===== Supplied records =====
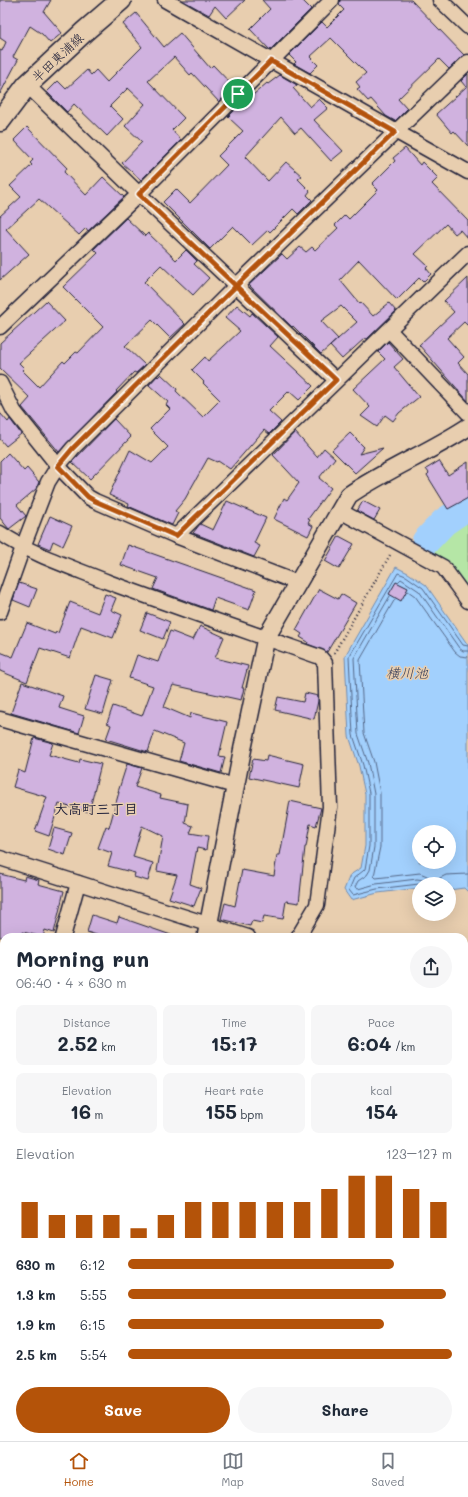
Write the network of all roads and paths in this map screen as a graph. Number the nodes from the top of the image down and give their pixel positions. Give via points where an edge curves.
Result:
1 (121, 0) edge
2 (165, 0) edge
3 (332, 0) edge
4 (440, 0) edge
5 (468, 27) edge
6 (271, 61) junction
7 (468, 62) edge
8 (27, 85) junction
9 (0, 121) edge
10 (395, 132) junction
11 (468, 172) edge
12 (139, 194) junction
13 (468, 253) edge
14 (236, 286) junction
15 (0, 327) edge
16 (389, 330) junction
17 (336, 380) junction
18 (0, 383) edge
19 (468, 413) edge
20 (468, 427) edge
21 (58, 466) junction
22 (340, 511) junction
23 (0, 533) edge
24 (176, 536) junction
25 (397, 542) junction
26 (23, 547) junction
27 (298, 584) junction
28 (468, 601) edge
29 (0, 612) edge
30 (266, 638) junction
31 (333, 655) dead end
32 (0, 719) edge
33 (235, 786) junction
34 (0, 858) edge
35 (78, 883) junction
36 (207, 930) edge
37 (64, 933) edge
38 (225, 933) edge
39 (300, 933) edge

1 - 8 main road, 半田東浦線
2 - 6 street
3 - 6 street
4 - 5 street
6 - 10 street
6 - 12 street
7 - 10 street
8 - 9 main road, 半田東浦線
8 - 12 street
10 - 11 street
10 - 14 street
12 - 14 street
12 - 15 street
13 - 16 street
14 - 17 street
14 - 21 street
16 - 17 street
16 - 19 street
17 - 24 street
18 - 21 street via 14,411
20 - 22 street via 370,481 350,495
21 - 24 street via 88,497
21 - 26 street via 48,482
22 - 25 street
22 - 27 street
23 - 26 street
24 - 27 street
25 - 28 street via 442,567
25 - 31 path
26 - 29 street
26 - 30 street via 125,588
27 - 30 street
30 - 33 street
30 - 39 street via 320,657 325,663 330,807 317,905
32 - 33 street
33 - 36 street
34 - 35 street
35 - 36 street
35 - 37 street
36 - 38 street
=====
*What to work on*
Repeat the records above verbatim, dropping the pictures.

*Expected answer*
Write the network of all roads and paths in this map screen as a graph. Number the nodes from the top of the image down and give their pixel positions. Give via points where an edge curves.
Result:
1 (121, 0) edge
2 (165, 0) edge
3 (332, 0) edge
4 (440, 0) edge
5 (468, 27) edge
6 (271, 61) junction
7 (468, 62) edge
8 (27, 85) junction
9 (0, 121) edge
10 (395, 132) junction
11 (468, 172) edge
12 (139, 194) junction
13 (468, 253) edge
14 (236, 286) junction
15 (0, 327) edge
16 (389, 330) junction
17 (336, 380) junction
18 (0, 383) edge
19 (468, 413) edge
20 (468, 427) edge
21 (58, 466) junction
22 (340, 511) junction
23 (0, 533) edge
24 (176, 536) junction
25 (397, 542) junction
26 (23, 547) junction
27 (298, 584) junction
28 (468, 601) edge
29 (0, 612) edge
30 (266, 638) junction
31 (333, 655) dead end
32 (0, 719) edge
33 (235, 786) junction
34 (0, 858) edge
35 (78, 883) junction
36 (207, 930) edge
37 (64, 933) edge
38 (225, 933) edge
39 (300, 933) edge

1 - 8 main road, 半田東浦線
2 - 6 street
3 - 6 street
4 - 5 street
6 - 10 street
6 - 12 street
7 - 10 street
8 - 9 main road, 半田東浦線
8 - 12 street
10 - 11 street
10 - 14 street
12 - 14 street
12 - 15 street
13 - 16 street
14 - 17 street
14 - 21 street
16 - 17 street
16 - 19 street
17 - 24 street
18 - 21 street via 14,411
20 - 22 street via 370,481 350,495
21 - 24 street via 88,497
21 - 26 street via 48,482
22 - 25 street
22 - 27 street
23 - 26 street
24 - 27 street
25 - 28 street via 442,567
25 - 31 path
26 - 29 street
26 - 30 street via 125,588
27 - 30 street
30 - 33 street
30 - 39 street via 320,657 325,663 330,807 317,905
32 - 33 street
33 - 36 street
34 - 35 street
35 - 36 street
35 - 37 street
36 - 38 street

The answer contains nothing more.